Autosomal recessive inheritance is transmission of a trait expressed only in individuals carrying two altered alleles at an autosomal locus (homozygous or compound heterozygous), whereas heterozygotes are unaffected carriers; affected individuals typically have two carrier parents.

Scope

The entry covers how recessive autosomal alleles behave, why carriers are usually healthy, the expected recurrence among siblings, and the influence of consanguinity and population carrier frequency.
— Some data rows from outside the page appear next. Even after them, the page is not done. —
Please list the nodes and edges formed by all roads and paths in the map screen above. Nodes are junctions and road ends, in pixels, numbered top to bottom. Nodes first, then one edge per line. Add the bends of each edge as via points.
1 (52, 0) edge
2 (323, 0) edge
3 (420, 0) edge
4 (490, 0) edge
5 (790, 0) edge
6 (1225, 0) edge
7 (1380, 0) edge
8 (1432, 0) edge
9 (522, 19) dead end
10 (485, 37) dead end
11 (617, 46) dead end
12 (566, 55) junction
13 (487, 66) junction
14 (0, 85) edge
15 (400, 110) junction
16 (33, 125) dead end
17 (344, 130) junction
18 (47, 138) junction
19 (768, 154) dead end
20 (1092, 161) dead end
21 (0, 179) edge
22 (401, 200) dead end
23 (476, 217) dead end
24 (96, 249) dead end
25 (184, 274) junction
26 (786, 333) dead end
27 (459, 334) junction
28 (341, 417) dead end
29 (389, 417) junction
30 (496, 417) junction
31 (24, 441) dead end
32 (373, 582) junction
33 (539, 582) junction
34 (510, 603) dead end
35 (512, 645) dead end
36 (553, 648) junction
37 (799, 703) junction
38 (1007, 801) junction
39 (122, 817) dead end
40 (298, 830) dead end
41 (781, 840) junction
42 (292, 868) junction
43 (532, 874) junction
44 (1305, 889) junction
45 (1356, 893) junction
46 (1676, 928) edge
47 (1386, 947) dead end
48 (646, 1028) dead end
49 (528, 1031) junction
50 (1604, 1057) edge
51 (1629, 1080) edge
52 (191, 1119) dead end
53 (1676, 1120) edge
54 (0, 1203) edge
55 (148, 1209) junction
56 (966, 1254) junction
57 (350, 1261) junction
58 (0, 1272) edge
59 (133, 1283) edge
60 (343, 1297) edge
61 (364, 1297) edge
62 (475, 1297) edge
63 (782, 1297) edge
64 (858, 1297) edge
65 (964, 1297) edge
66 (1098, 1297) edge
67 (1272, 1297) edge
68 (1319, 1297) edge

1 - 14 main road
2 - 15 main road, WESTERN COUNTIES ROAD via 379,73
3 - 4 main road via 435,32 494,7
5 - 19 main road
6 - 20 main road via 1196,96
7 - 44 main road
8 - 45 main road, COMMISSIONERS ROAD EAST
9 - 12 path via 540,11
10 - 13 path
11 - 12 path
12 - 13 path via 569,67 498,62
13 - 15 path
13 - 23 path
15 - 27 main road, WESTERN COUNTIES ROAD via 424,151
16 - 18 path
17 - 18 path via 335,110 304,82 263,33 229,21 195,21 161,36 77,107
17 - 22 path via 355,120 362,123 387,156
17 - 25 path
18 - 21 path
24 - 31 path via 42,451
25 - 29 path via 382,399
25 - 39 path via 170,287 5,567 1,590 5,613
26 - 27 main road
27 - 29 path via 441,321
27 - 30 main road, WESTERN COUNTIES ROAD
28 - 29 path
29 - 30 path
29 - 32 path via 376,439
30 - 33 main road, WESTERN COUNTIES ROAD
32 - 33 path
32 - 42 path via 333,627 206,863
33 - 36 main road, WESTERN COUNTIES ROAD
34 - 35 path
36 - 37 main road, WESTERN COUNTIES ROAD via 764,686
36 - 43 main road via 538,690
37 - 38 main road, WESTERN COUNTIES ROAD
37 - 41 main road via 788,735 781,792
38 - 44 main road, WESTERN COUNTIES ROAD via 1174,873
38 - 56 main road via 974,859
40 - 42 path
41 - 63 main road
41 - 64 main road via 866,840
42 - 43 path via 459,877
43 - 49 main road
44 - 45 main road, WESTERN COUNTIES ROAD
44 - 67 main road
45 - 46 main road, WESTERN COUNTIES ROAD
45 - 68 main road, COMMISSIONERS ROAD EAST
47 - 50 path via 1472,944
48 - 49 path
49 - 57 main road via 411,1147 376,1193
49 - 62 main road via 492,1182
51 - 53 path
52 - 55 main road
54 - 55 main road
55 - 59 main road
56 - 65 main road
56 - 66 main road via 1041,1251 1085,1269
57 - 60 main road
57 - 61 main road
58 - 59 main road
It treats compound heterozygosity, loss-of-function mechanisms, and carrier biology as conceptual essentials, not as clinical screening or counselling guidance.

Core questions

  • What pedigree features point to a recessive rather than a dominant pattern?
  • Why are carriers usually unaffected, and what does this imply for recurrence among siblings?
  • How do consanguinity and population allele frequency change the probability of affected offspring?

Key concepts

  • Homozygous and compound heterozygous affected individuals
  • Unaffected heterozygous carriers
  • Horizontal (single-sibship) clustering
  • Loss-of-function mechanism
  • Consanguinity and homozygosity by descent
  • Carrier frequency and Hardy-Weinberg expectation
  • One-quarter sibling recurrence for two carrier parents

Mechanisms

Most recessive phenotypes reflect loss of gene function: a single working allele usually produces enough product for a normal phenotype (so carriers are unaffected), and disease appears only when both alleles are non-functional, whether as two copies of the same variant (homozygous) or two different variants in the same gene (compound heterozygous). When both parents are carriers, each child has on average a one-quarter chance of being affected, one-half of being a carrier, and one-quarter of inheriting neither variant. Consanguinity raises the chance that both alleles are identical by descent, increasing the risk of rare recessive conditions; conversely, common recessive disorders reflect relatively high carrier frequencies in the population.

Clinical relevance

A recessive pattern frames why a disorder can appear without a family history and why carrier status is widespread in the population. Population sequencing shows that healthy adults commonly carry loss-of-function variants in recessive disease genes. This entry is reference material on the inheritance concept and does not constitute carrier-screening advice or individualized risk assessment, which require formal genetic services.

Epidemiology

Recessive disorders are individually rare but collectively common, and certain conditions reach elevated carrier frequencies in particular populations. Large exome studies of unselected adults find that loss-of-function variants in recessive disease genes are carried far more often than the disorders themselves occur, consistent with the requirement for two altered alleles.

History

Recessiveness was one of the two allele behaviours Mendel inferred in 1866, where a trait disappeared in heterozygotes and reappeared in a quarter of the next generation. Archibald Garrod's early-twentieth-century work on 'inborn errors of metabolism' linked recessive inheritance to enzyme deficiencies in humans, and recessive transmission became a standard mode catalogued for many single-gene metabolic and other disorders.

Key figures

  • Gregor Mendel
  • Archibald Garrod
  • Victor McKusick

Related topics

Seminal works

  • mendel-1866
  • nussbaum-2016

Frequently asked questions

If both parents are carriers of the same recessive condition, what is the recurrence risk?
On average each child has a one-quarter chance of being affected, a one-half chance of being an unaffected carrier, and a one-quarter chance of inheriting neither variant; this is the same for sons and daughters because the locus is autosomal.
Why does an autosomal recessive disorder often appear with no prior family history?
Because carriers are usually unaffected, a recessive allele can be transmitted silently through many generations and only produces an affected individual when two carriers happen to have a child who inherits both altered copies.